L'outrage fait à un fonctionnaire public dans l'exercice de ses fonctions était puni de la peine infamante de deux ans de détention par le Code de 1791 (art. 7, 4 sect., tit. 1, 2o p.): le Code pénal n'a frappé le même fait que d'une peine d'emprisonnement de 2 à 5 ans, La question a été soulevée de savoir laquelle de ces deux peines était la moins forte, pour l'appliquer à un fait antérieur au Code pénal. La Cour de cassation a jugé, et suivant nous avec raison, que la peine d'emprisonnement, quoique d'une durée facultative plus longue, devait seule être appliquée (1). C'est, en effet, la nature des peines plus que leur durée qui doit en faire graduer la gravité; entre une peine correctionnelle et une peine infamante, le choix ne devait donc pas être douteux.

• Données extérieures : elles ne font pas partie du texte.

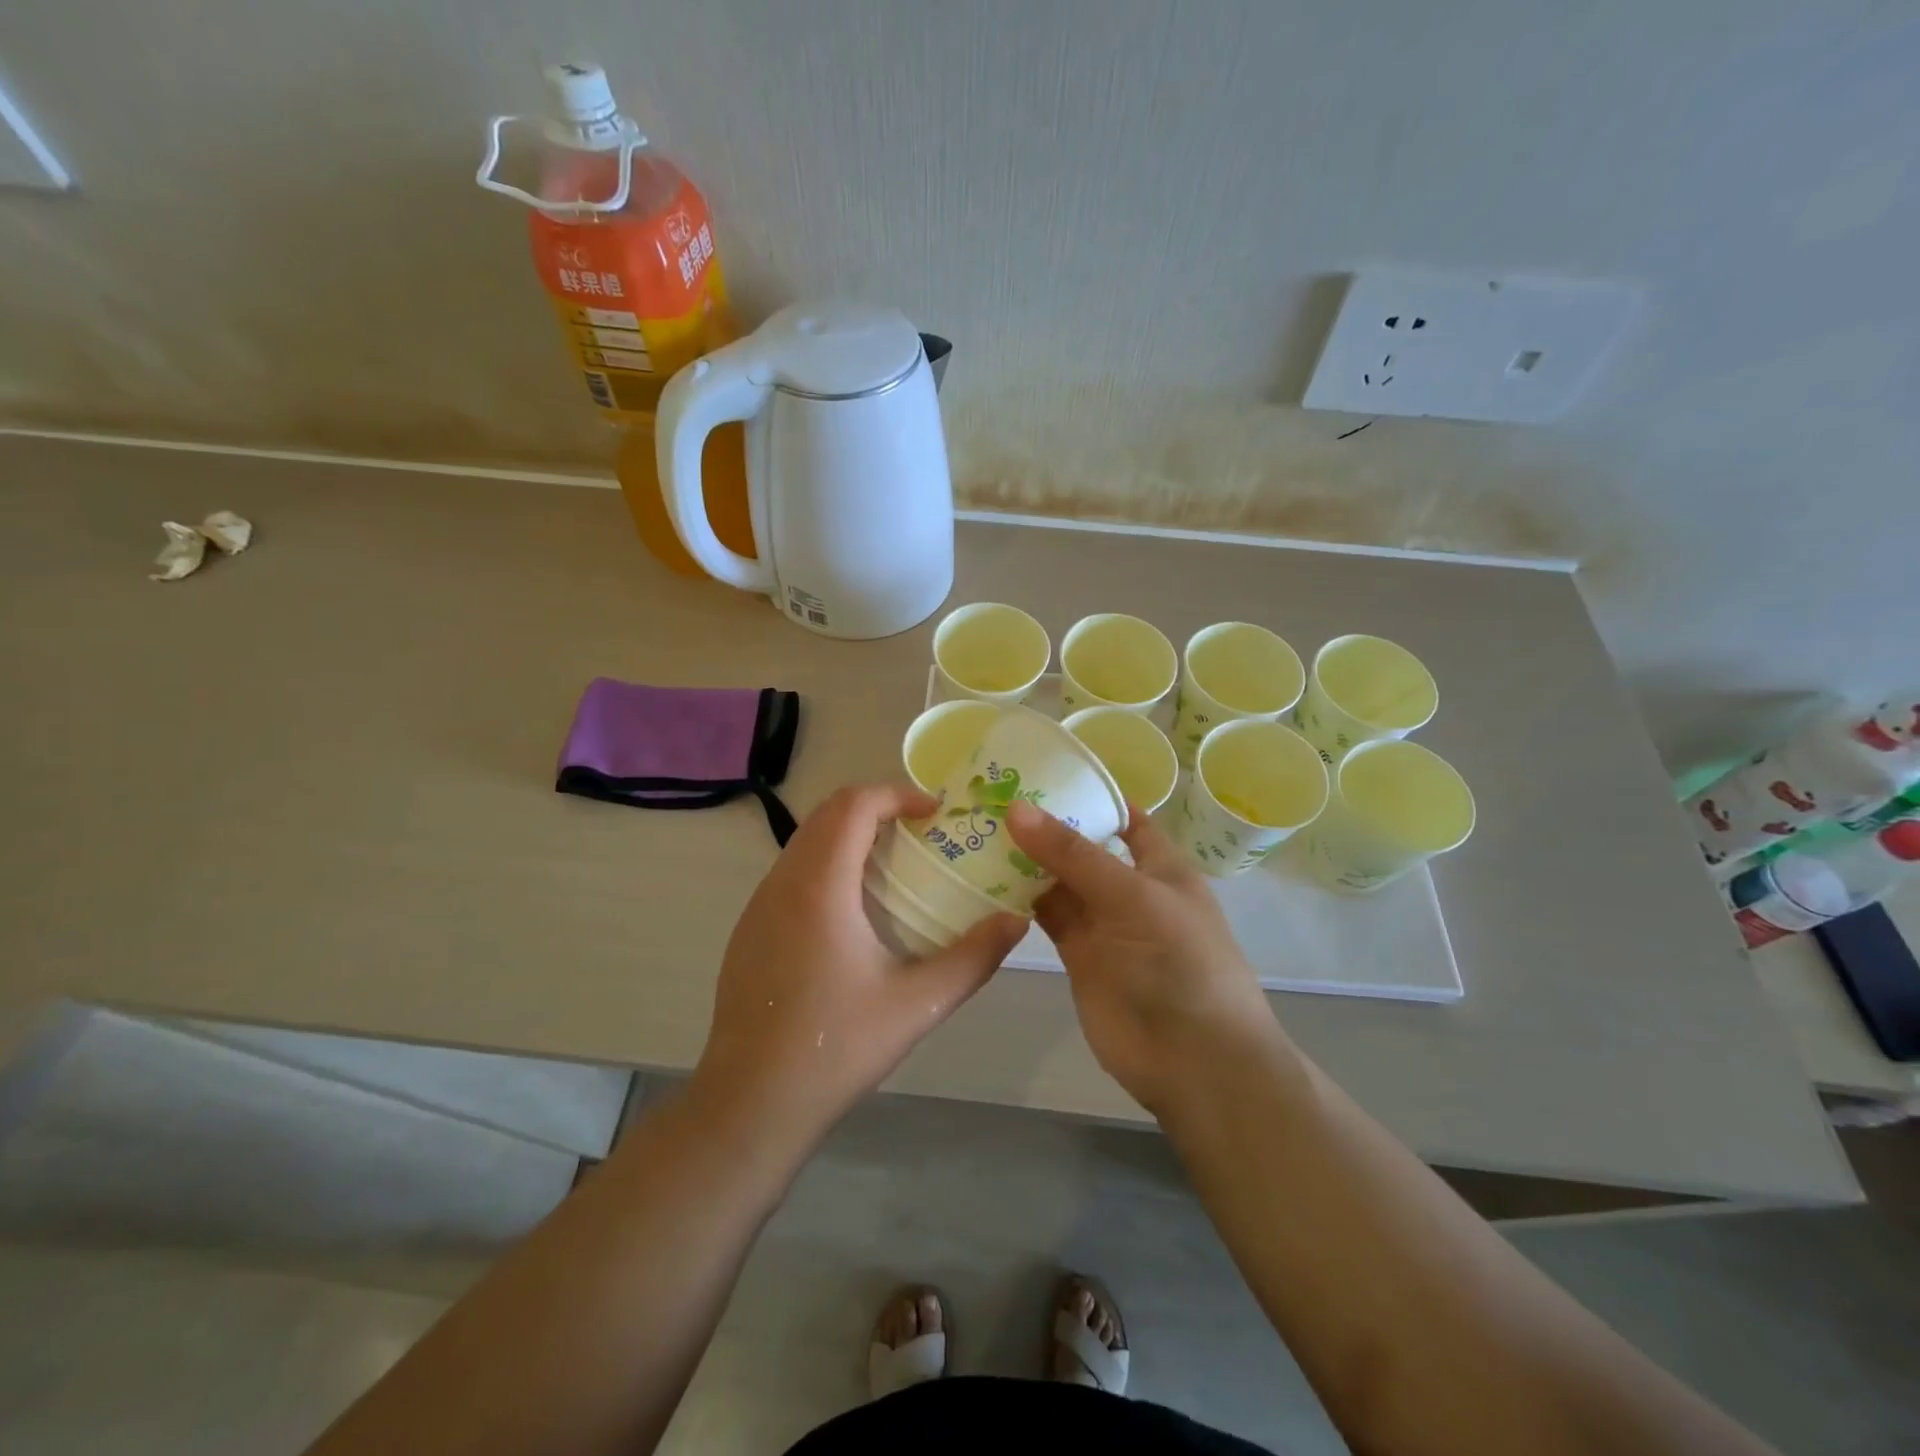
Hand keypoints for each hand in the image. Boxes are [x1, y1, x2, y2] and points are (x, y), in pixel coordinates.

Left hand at [692, 783, 1026, 1151]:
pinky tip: (853, 910)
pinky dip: (827, 862)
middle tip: (921, 832)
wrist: (750, 1104)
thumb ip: (973, 958)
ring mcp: (758, 906)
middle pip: (827, 813)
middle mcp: (782, 882)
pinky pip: (791, 871)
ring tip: (895, 864)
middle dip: (877, 807)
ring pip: (805, 840)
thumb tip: (1016, 922)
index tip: (935, 813)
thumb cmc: (835, 1048)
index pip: (854, 805)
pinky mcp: (749, 929)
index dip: (897, 794)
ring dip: (850, 834)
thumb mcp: (917, 1005)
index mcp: (820, 887)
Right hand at [1005, 800, 1280, 1114]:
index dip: (1091, 795)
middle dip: (1046, 825)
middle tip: (990, 795)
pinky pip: (1046, 916)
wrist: (1193, 1059)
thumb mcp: (1133, 896)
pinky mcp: (1078, 955)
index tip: (1042, 772)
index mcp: (1159, 866)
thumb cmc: (1180, 961)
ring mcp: (1102, 923)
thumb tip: (1017, 808)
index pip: (1125, 818)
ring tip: (978, 827)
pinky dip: (1019, 899)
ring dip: (1026, 860)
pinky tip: (984, 877)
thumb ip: (1073, 855)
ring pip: (1059, 881)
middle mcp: (1129, 888)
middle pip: (1083, 847)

Une difficulté plus sérieuse s'était élevée au sujet de l'application du Code pénal dans les États romains, Antérieurement à sa promulgation, le Code de 1791 y avait été publié; or il advint qu'un meurtre come mis sous les lois du pays, se présenta pour être jugé sous l'empire du Code pénal. Les lois en vigueur au moment de la perpétration portaient la mort, le Code de 1791 qui avait été publié durant l'instruction ne portait que 20 ans de fers, enfin le Code pénal infligeait à ce crime les travaux forcés à perpétuité. Il fallait opter entre ces trois peines : la Cour de cassa

(1) Arr. Cass. 26 juillet 1811. (Bull., pag. 216.)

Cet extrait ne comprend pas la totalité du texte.